_Aim of the exercise_
In the records, find every line with the word "junction" and copy it out.

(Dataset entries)
——————
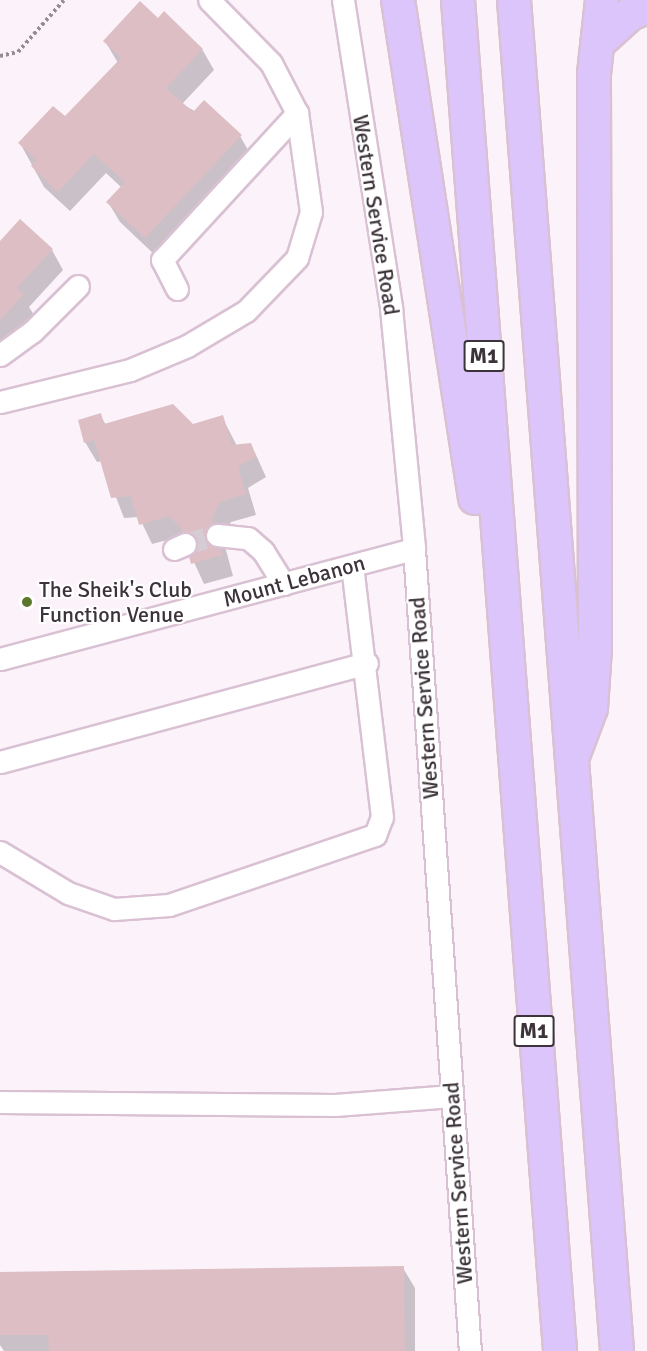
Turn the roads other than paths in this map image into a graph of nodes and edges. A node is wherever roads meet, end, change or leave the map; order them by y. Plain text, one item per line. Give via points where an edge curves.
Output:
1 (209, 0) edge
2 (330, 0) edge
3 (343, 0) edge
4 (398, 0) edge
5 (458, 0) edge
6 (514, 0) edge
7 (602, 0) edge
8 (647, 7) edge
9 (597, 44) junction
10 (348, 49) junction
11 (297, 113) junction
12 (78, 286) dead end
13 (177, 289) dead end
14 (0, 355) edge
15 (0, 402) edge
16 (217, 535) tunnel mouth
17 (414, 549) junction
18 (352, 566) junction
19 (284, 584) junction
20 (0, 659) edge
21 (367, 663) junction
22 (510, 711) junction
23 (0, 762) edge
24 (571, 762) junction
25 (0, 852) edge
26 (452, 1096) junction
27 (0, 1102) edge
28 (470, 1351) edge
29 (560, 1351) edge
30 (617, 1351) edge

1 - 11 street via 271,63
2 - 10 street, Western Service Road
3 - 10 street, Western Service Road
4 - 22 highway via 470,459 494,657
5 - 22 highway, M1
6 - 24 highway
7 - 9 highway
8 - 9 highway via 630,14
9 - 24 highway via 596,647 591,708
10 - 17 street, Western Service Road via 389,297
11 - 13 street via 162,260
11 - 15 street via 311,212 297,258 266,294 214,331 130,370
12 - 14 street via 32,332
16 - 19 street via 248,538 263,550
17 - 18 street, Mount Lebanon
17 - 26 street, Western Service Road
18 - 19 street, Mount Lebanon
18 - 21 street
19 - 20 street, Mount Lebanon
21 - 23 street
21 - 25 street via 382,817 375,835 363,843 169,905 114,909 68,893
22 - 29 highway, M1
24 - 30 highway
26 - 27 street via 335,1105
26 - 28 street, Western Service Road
——————
_Result of the exercise_
9 (597, 44) junction
10 (348, 49) junction
11 (297, 113) junction
17 (414, 549) junction
18 (352, 566) junction
19 (284, 584) junction
21 (367, 663) junction
22 (510, 711) junction
24 (571, 762) junction
26 (452, 1096) junction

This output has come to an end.